If the eurozone country sticks to its agreement with the European Union to increase its budget surplus to 3.5 per cent, contrary to the IMF's recommendation, then it cannot blame the fund if it must impose more austerity to do so, the officials said in a blog post yesterday.
IMF chief economist Maurice Obstfeld, and European Department Director Poul Thomsen, who has been heavily involved with the negotiations with Greece, used the blog to defend the IMF against misinformation they say "turns the truth upside down."
But in fact, "The IMF is not demanding more austerity," they said. "We have not changed our view that Greece does not need more austerity at this time. Claiming that it is the IMF who is calling for this turns the truth upside down."

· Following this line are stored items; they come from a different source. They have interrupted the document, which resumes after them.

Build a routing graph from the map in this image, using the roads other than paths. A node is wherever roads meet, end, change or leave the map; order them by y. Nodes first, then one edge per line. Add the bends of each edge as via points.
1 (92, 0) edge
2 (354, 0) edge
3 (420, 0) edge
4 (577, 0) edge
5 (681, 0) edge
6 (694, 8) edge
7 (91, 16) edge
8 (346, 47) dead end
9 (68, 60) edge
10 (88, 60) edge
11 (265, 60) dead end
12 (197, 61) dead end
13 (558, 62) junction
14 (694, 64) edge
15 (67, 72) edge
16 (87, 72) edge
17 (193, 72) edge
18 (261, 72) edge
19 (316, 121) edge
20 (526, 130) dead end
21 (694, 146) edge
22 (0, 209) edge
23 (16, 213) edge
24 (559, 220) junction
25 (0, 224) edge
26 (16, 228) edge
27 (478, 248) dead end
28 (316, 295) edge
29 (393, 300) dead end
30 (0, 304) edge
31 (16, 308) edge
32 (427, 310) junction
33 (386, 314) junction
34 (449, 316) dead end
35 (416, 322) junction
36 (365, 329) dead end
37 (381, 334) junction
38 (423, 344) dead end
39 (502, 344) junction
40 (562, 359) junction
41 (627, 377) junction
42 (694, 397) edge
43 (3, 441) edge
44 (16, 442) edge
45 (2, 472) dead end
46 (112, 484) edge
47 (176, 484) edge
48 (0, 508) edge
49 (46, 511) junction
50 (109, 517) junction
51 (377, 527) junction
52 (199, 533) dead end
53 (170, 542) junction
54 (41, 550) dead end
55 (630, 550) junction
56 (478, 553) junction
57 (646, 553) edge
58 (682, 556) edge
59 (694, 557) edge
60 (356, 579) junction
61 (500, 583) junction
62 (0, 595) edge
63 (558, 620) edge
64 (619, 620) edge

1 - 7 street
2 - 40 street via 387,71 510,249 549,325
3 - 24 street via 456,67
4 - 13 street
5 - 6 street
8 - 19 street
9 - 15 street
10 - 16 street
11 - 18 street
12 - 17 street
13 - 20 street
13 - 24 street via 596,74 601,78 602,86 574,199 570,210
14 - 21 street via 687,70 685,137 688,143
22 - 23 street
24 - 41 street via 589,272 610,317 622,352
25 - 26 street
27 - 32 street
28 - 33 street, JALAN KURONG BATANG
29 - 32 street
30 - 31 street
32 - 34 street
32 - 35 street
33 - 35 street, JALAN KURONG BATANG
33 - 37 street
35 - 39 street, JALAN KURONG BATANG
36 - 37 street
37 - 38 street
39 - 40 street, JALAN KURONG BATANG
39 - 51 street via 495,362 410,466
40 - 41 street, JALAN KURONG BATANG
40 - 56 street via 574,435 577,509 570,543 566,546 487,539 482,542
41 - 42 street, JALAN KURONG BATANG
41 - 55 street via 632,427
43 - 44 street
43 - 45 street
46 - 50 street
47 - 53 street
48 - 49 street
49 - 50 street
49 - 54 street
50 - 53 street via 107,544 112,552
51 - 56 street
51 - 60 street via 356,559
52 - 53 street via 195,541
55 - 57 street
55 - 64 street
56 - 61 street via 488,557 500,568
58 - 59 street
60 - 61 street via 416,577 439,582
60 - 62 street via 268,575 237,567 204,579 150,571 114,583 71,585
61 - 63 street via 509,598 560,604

On the contrary, the fund warned Greek officials against trying to push for a larger primary surplus - the surplus on the public finances before debt repayments - than the 1.5 per cent the IMF said was achievable.
"We think that these cuts have already gone too far, but the ESM program assumes even more of them," Obstfeld and Thomsen wrote.
Eurozone finance ministers a week ago approved new debt relief measures to alleviate Greece's colossal debt in the wake of its huge 86-billion-euro (USD 91.5 billion) bailout, but the short-term measures, while welcome, fall short of what the IMF has said is needed.
In their blog the officials repeated that "Greece's debt is highly unsustainable and no amount of structural reforms will make it sustainable again without significant debt relief.